## [Brief]
Which lines below contain "Epernay"? Copy every one of them.

## [Stored items]
————————

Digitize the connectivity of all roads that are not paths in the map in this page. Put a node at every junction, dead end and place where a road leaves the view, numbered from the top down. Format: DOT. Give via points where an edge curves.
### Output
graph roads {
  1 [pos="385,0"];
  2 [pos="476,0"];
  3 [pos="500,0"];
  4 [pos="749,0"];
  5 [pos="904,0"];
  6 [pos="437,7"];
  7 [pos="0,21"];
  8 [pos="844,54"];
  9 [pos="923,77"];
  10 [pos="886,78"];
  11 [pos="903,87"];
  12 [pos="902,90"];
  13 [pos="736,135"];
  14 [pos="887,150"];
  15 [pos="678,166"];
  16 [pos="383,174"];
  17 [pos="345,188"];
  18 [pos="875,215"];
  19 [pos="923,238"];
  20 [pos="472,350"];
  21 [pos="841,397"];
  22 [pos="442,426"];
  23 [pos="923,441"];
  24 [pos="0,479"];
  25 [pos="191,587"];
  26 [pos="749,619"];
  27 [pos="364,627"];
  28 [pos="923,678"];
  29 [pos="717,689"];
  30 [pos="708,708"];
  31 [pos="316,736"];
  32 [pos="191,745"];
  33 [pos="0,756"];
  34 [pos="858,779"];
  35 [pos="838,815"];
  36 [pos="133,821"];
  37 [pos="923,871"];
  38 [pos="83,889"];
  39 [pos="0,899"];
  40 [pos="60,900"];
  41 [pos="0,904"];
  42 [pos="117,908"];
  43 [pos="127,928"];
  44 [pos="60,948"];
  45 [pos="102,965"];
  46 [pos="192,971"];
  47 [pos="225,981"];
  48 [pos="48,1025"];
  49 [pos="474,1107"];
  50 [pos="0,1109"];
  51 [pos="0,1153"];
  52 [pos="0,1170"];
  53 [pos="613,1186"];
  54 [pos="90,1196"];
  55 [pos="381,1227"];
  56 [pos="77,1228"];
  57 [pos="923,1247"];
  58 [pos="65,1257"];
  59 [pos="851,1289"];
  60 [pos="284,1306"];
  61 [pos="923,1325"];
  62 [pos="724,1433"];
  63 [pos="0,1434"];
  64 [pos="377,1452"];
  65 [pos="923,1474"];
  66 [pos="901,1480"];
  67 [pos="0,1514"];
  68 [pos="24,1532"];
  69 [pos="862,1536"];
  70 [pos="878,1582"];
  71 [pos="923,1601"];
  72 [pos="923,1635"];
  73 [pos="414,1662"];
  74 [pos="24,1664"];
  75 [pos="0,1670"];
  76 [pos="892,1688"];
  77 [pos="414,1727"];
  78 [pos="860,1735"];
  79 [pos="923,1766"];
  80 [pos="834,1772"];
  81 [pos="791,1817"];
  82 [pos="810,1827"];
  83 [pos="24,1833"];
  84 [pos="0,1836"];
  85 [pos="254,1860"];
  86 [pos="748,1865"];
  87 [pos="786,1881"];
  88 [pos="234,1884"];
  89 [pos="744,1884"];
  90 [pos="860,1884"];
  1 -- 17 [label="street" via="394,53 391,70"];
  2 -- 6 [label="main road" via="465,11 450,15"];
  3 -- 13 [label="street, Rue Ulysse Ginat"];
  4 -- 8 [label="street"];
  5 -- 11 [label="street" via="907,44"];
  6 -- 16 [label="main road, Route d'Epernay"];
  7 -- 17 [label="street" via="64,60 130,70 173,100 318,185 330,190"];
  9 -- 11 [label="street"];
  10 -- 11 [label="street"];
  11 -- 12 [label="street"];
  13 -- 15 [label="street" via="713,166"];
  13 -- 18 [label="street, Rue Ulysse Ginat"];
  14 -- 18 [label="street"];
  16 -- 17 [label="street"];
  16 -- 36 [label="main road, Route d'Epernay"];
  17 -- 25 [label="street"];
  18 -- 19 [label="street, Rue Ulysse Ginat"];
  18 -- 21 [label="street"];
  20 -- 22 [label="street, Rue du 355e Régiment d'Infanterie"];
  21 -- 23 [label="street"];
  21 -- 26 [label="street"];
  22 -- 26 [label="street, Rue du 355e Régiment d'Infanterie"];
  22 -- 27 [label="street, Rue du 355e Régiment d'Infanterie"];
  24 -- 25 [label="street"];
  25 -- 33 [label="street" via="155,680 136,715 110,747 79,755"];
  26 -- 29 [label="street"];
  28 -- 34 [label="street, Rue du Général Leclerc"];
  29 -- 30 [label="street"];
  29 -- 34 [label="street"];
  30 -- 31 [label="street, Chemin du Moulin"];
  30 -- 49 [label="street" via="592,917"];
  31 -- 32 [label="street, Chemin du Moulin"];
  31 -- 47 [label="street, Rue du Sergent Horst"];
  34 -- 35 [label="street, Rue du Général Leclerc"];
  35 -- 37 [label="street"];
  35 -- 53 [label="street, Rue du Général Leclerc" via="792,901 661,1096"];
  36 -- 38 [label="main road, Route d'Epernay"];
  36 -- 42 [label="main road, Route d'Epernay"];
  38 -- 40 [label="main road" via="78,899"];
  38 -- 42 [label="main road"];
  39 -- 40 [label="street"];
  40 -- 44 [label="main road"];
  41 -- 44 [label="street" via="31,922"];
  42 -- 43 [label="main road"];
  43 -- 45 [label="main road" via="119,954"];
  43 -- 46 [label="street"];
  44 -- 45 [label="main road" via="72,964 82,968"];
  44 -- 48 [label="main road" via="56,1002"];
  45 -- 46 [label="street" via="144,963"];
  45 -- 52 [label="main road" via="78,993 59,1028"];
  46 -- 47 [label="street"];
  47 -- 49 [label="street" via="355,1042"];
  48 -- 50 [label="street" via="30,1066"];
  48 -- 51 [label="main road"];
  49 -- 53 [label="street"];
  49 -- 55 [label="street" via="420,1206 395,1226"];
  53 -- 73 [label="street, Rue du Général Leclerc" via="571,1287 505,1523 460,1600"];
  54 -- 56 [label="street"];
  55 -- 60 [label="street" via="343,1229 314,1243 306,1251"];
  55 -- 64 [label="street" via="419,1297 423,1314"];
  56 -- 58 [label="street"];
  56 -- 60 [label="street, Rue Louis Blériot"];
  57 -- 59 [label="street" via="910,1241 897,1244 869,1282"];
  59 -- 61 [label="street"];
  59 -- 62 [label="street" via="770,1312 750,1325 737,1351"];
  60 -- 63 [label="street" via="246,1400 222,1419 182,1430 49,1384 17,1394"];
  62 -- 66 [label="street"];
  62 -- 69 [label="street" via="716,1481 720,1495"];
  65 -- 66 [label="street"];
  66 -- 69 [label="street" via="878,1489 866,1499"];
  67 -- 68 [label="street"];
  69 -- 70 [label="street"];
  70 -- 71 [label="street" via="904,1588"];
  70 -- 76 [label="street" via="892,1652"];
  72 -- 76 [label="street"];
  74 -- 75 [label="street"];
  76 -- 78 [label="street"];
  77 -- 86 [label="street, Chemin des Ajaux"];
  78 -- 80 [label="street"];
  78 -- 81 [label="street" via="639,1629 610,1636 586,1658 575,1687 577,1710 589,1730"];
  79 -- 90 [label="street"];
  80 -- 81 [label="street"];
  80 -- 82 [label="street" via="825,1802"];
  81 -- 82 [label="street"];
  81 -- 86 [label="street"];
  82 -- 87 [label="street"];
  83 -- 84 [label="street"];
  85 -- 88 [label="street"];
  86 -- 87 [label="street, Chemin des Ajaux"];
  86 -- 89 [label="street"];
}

————————

## [Solution]
  6 -- 16 [label="main road, Route d'Epernay"];
  16 -- 36 [label="main road, Route d'Epernay"];
  36 -- 38 [label="main road, Route d'Epernay"];
  36 -- 42 [label="main road, Route d'Epernay"];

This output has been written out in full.